- [Assigned task]
Take the lines below from the one with "Road topology of" through the one with "Extract the road" and retype them exactly. Include nothing else, and no pictures.

- [The records]
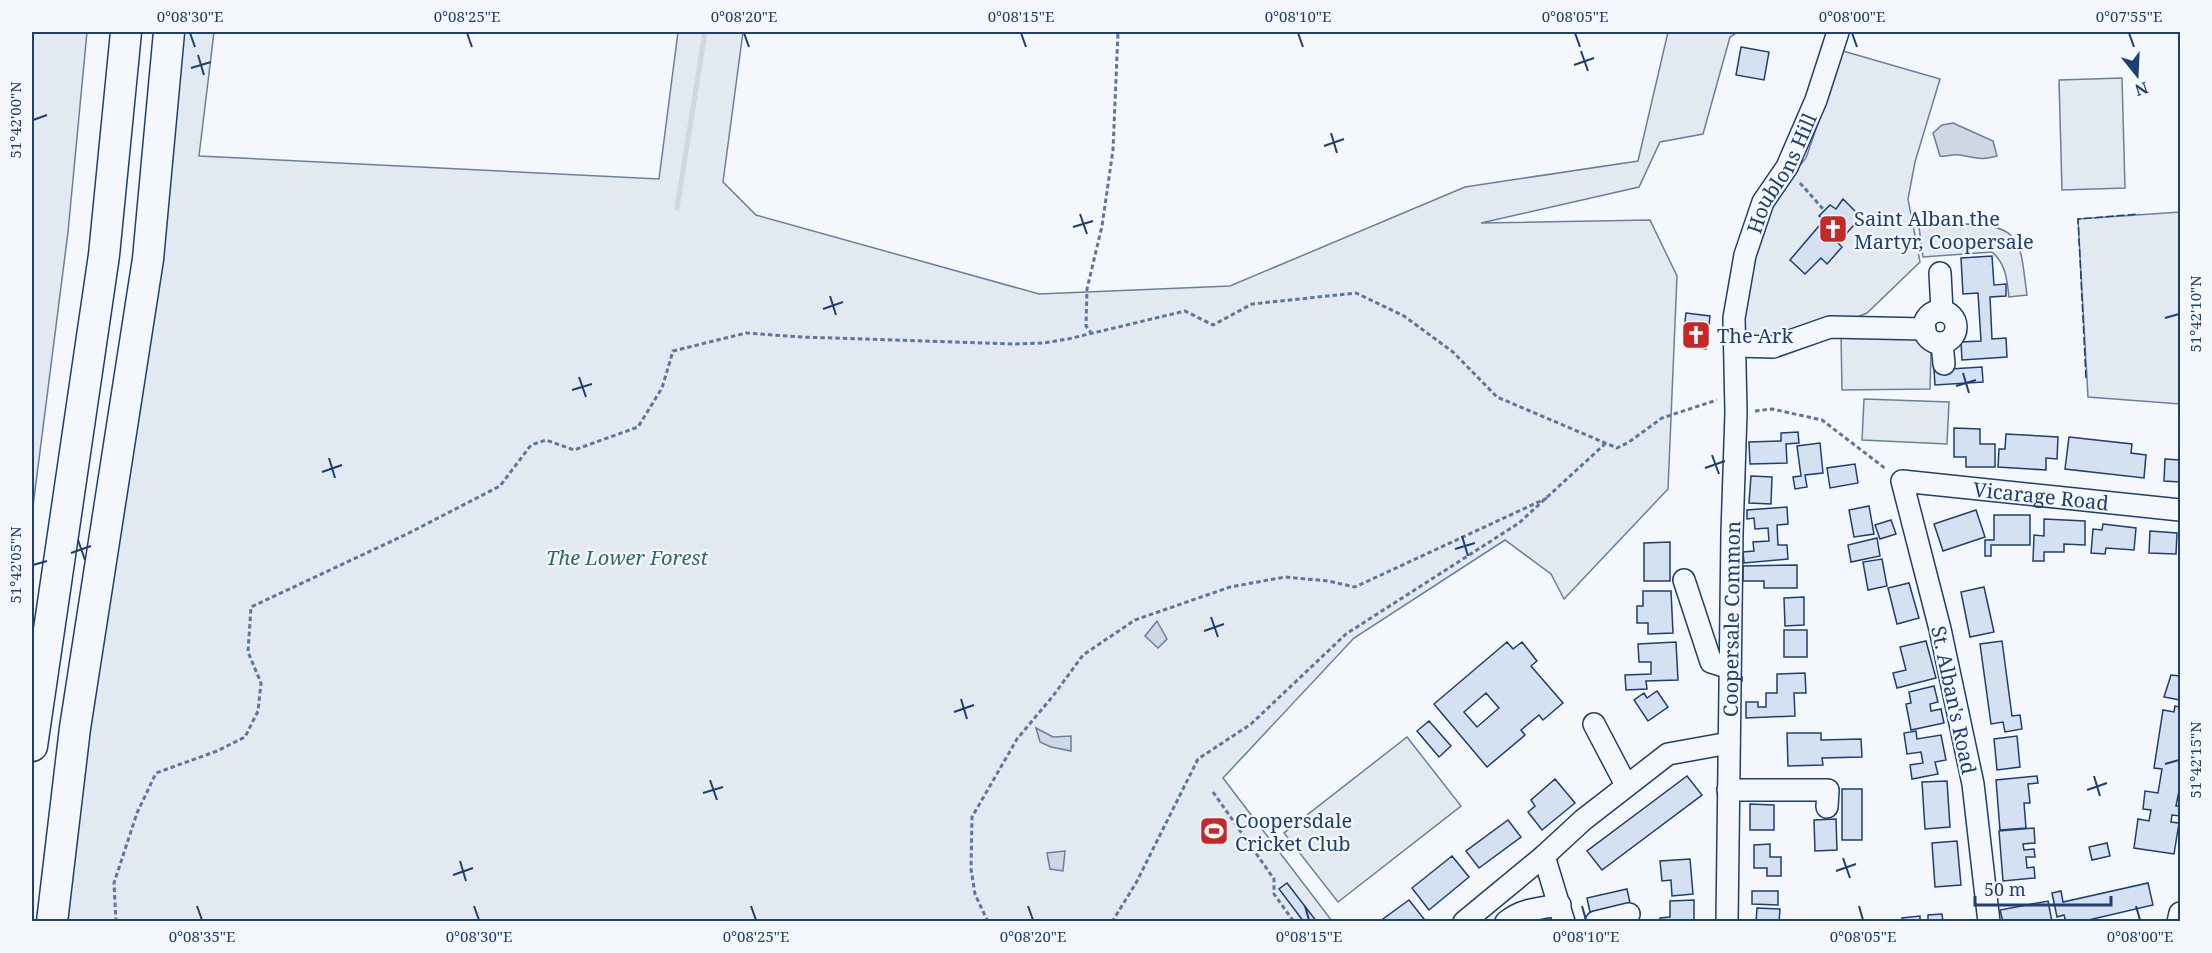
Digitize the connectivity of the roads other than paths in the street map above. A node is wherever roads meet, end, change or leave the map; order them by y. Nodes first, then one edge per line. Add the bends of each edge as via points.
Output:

...

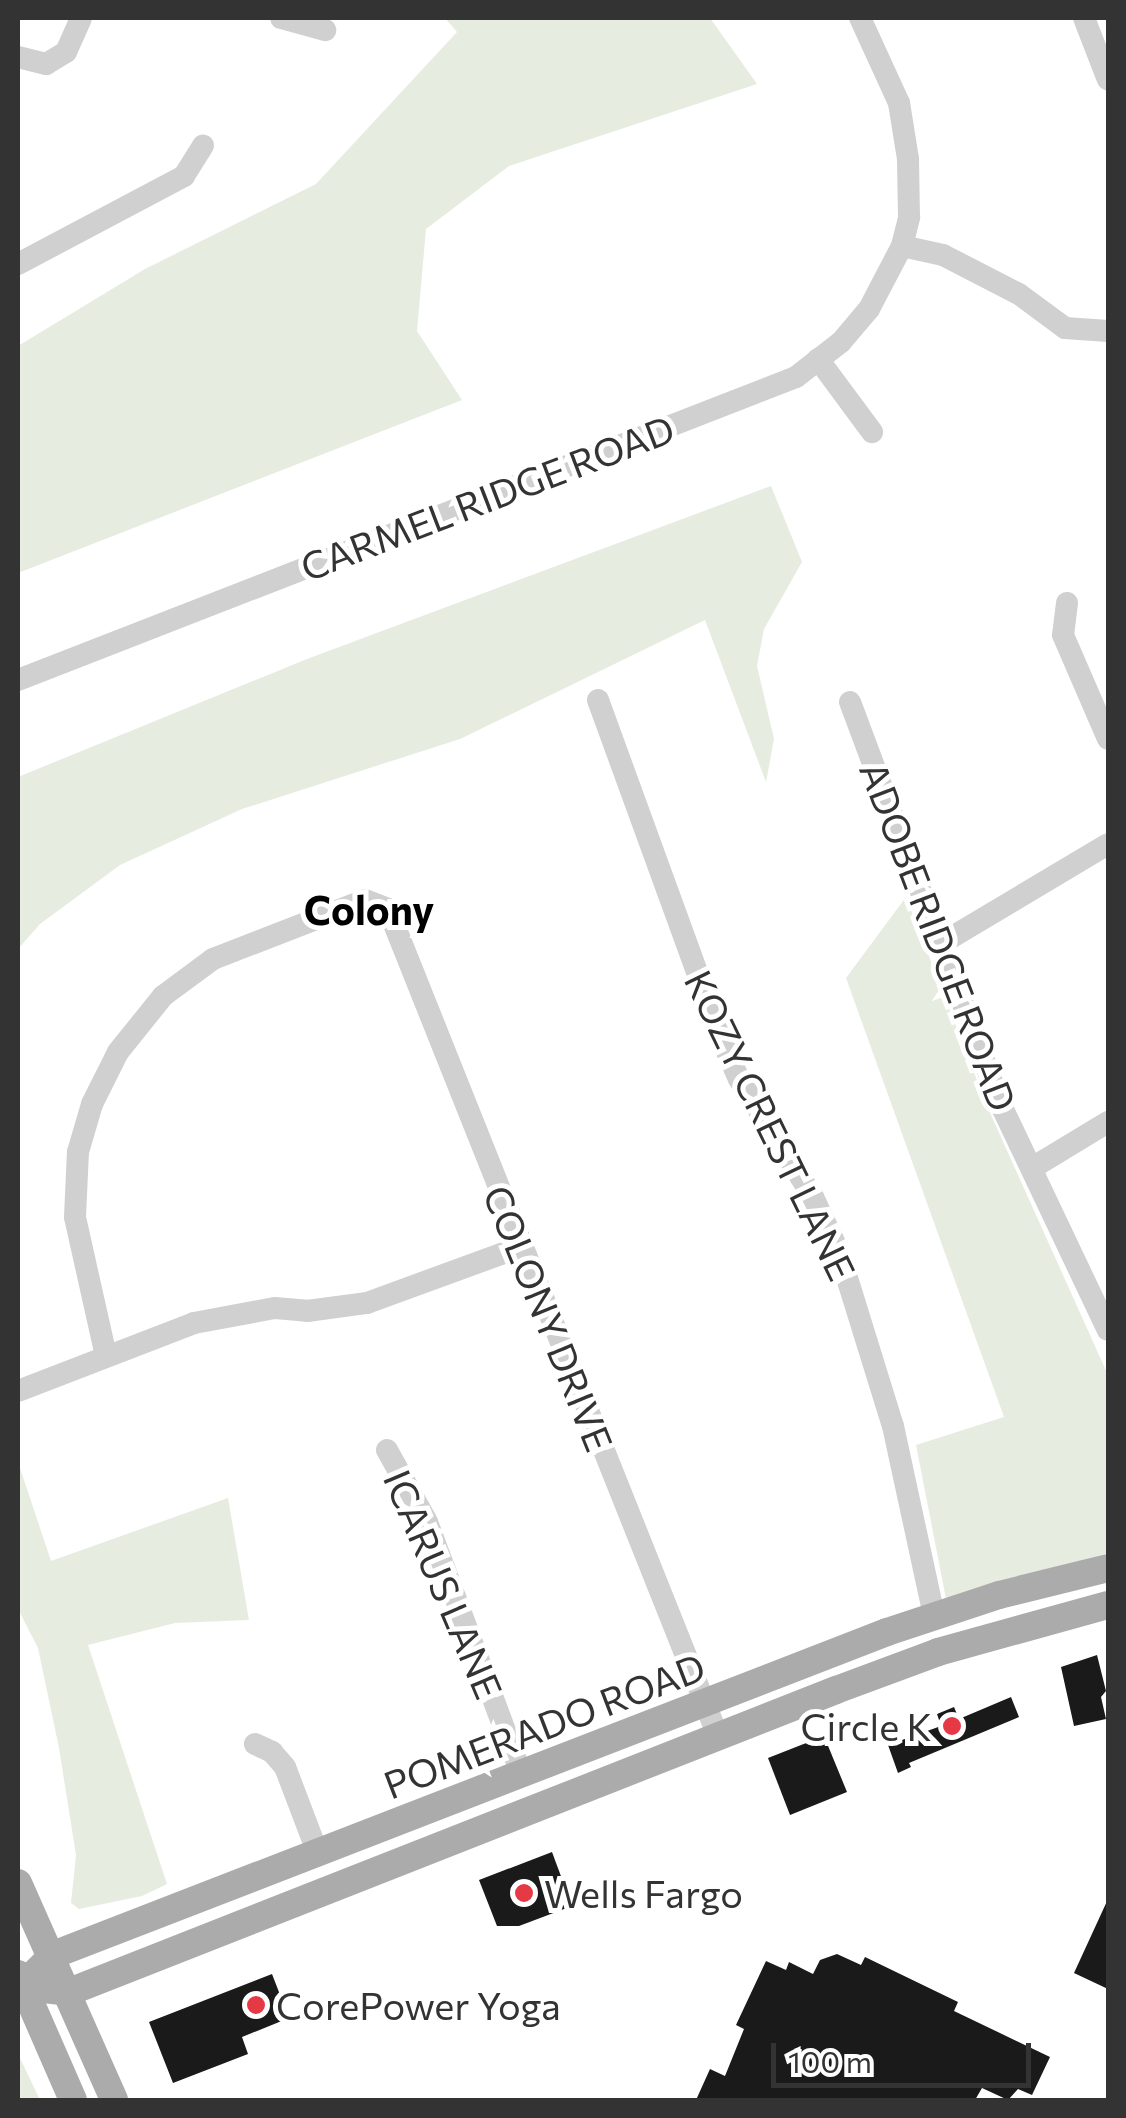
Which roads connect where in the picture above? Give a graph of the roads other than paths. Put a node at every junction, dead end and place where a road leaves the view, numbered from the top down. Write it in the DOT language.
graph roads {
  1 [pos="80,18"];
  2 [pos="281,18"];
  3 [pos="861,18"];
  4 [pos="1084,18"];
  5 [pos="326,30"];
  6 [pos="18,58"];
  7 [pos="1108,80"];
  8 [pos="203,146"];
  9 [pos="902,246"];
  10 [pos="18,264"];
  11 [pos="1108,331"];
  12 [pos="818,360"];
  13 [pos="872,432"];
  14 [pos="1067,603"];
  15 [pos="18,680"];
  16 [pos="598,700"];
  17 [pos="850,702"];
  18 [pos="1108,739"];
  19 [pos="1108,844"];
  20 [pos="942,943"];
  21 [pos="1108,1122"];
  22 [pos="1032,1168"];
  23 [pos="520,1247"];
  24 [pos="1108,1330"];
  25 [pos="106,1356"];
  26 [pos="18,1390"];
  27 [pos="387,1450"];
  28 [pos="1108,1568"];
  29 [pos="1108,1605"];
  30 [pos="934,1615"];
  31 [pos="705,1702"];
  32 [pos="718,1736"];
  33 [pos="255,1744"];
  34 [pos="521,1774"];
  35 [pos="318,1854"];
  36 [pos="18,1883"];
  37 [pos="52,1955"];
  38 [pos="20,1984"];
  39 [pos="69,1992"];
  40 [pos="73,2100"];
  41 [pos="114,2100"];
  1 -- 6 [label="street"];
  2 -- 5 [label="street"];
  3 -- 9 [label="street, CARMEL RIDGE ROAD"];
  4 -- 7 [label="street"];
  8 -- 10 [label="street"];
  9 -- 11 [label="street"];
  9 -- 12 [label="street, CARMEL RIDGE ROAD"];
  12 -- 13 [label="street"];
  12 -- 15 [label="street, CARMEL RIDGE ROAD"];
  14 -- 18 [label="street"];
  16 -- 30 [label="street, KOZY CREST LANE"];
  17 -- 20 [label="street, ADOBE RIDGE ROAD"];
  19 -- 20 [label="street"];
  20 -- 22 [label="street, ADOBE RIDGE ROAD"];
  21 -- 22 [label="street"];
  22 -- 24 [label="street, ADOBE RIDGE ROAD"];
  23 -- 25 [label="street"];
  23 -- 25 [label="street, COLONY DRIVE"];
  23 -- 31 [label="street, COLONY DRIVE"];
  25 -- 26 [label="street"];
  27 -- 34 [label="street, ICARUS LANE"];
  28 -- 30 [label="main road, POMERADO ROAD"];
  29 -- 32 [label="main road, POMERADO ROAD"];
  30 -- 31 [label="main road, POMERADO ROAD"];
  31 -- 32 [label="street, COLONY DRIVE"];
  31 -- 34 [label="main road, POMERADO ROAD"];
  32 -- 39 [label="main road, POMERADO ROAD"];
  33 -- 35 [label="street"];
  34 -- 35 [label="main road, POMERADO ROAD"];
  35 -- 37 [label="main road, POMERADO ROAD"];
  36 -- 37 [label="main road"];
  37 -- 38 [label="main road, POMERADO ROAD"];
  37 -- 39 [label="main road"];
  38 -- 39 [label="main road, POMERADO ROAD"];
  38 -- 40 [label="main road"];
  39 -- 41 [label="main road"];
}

==

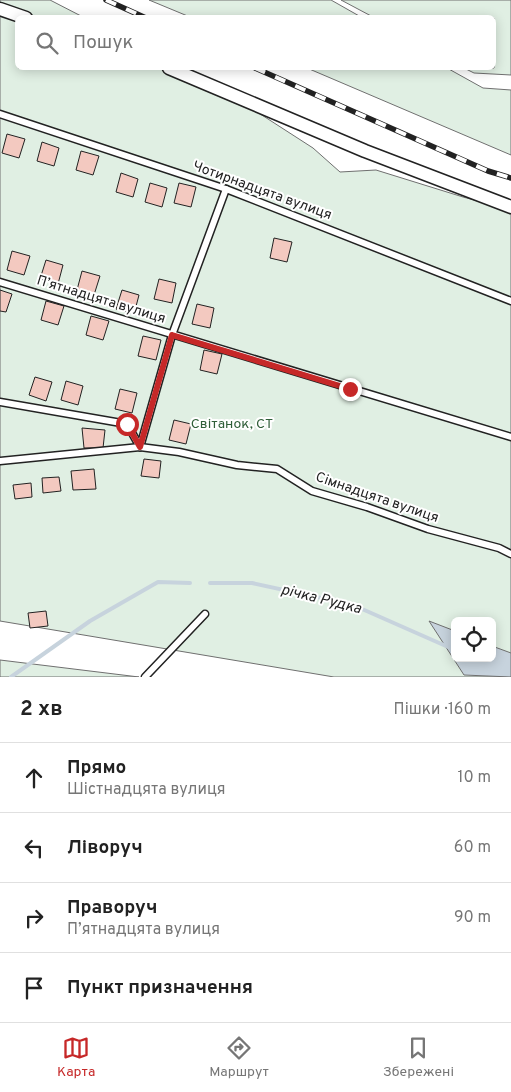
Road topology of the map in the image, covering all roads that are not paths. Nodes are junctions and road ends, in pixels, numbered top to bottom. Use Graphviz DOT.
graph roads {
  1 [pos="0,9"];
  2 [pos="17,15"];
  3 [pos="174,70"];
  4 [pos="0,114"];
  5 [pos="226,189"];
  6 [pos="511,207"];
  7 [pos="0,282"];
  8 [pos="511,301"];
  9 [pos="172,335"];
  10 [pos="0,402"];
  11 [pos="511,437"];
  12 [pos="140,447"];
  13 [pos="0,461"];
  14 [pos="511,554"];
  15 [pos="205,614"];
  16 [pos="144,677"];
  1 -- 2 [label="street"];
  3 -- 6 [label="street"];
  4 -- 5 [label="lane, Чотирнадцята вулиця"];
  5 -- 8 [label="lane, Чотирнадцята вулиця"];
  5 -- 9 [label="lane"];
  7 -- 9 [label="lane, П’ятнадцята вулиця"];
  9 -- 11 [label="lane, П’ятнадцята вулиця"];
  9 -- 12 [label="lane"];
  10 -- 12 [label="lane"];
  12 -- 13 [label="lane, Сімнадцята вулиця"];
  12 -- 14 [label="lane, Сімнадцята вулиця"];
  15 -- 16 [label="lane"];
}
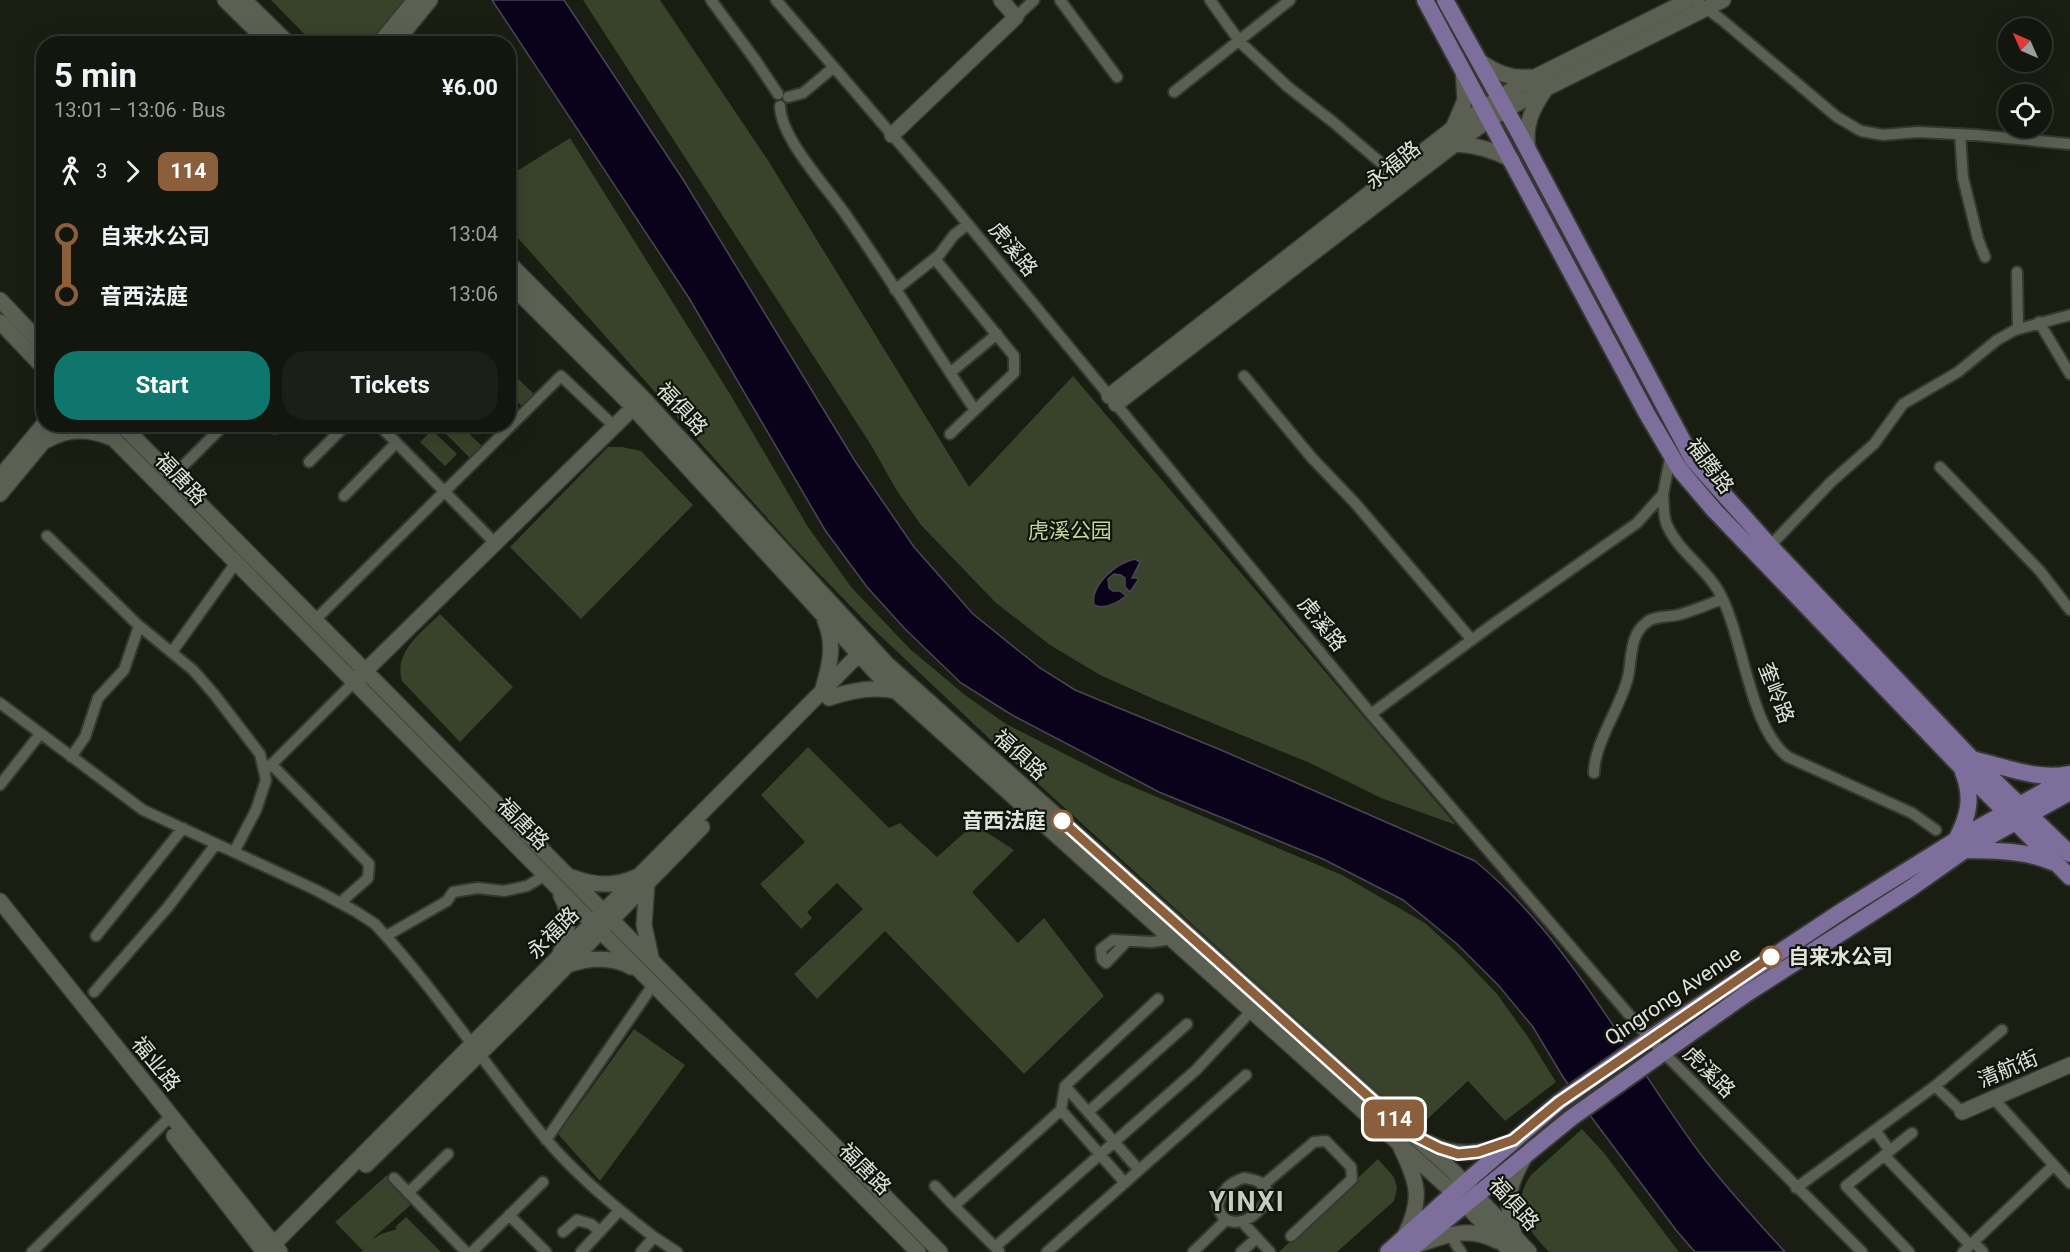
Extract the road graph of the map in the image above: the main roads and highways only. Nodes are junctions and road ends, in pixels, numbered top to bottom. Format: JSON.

- [Solved problem]
Road topology of the map in the image, covering all roads that are not paths. Nodes are junctions and road ends, in pixels, numbered top to bottom. Use Graphviz DOT.
graph roads {
  1 [pos="0,9"];
  2 [pos="17,15"];
  3 [pos="174,70"];
  4 [pos="0,114"];
  5 [pos="226,189"];
  6 [pos="511,207"];
  7 [pos="0,282"];
  8 [pos="511,301"];
  9 [pos="172,335"];
  10 [pos="0,402"];
  11 [pos="511,437"];
  12 [pos="140,447"];
  13 [pos="0,461"];
  14 [pos="511,554"];
  15 [pos="205,614"];
  16 [pos="144,677"];
  1 -- 2 [label="street"];
  3 -- 6 [label="street"];
  4 -- 5 [label="lane, Чотирнадцята вулиця"];
  5 -- 8 [label="lane, Чотирнадцята вулиця"];
  5 -- 9 [label="lane"];
  7 -- 9 [label="lane, П’ятнадцята вулиця"];
  9 -- 11 [label="lane, П’ятнадцята вулиця"];
  9 -- 12 [label="lane"];
  10 -- 12 [label="lane"];
  12 -- 13 [label="lane, Сімнадцята вулиця"];
  12 -- 14 [label="lane, Сімнадцята вулиця"];
  15 -- 16 [label="lane"];
}
Extract the road graph of the map in the image above: the main roads and highways only. Nodes are junctions and road ends, in pixels, numbered top to bottom. Format: JSON.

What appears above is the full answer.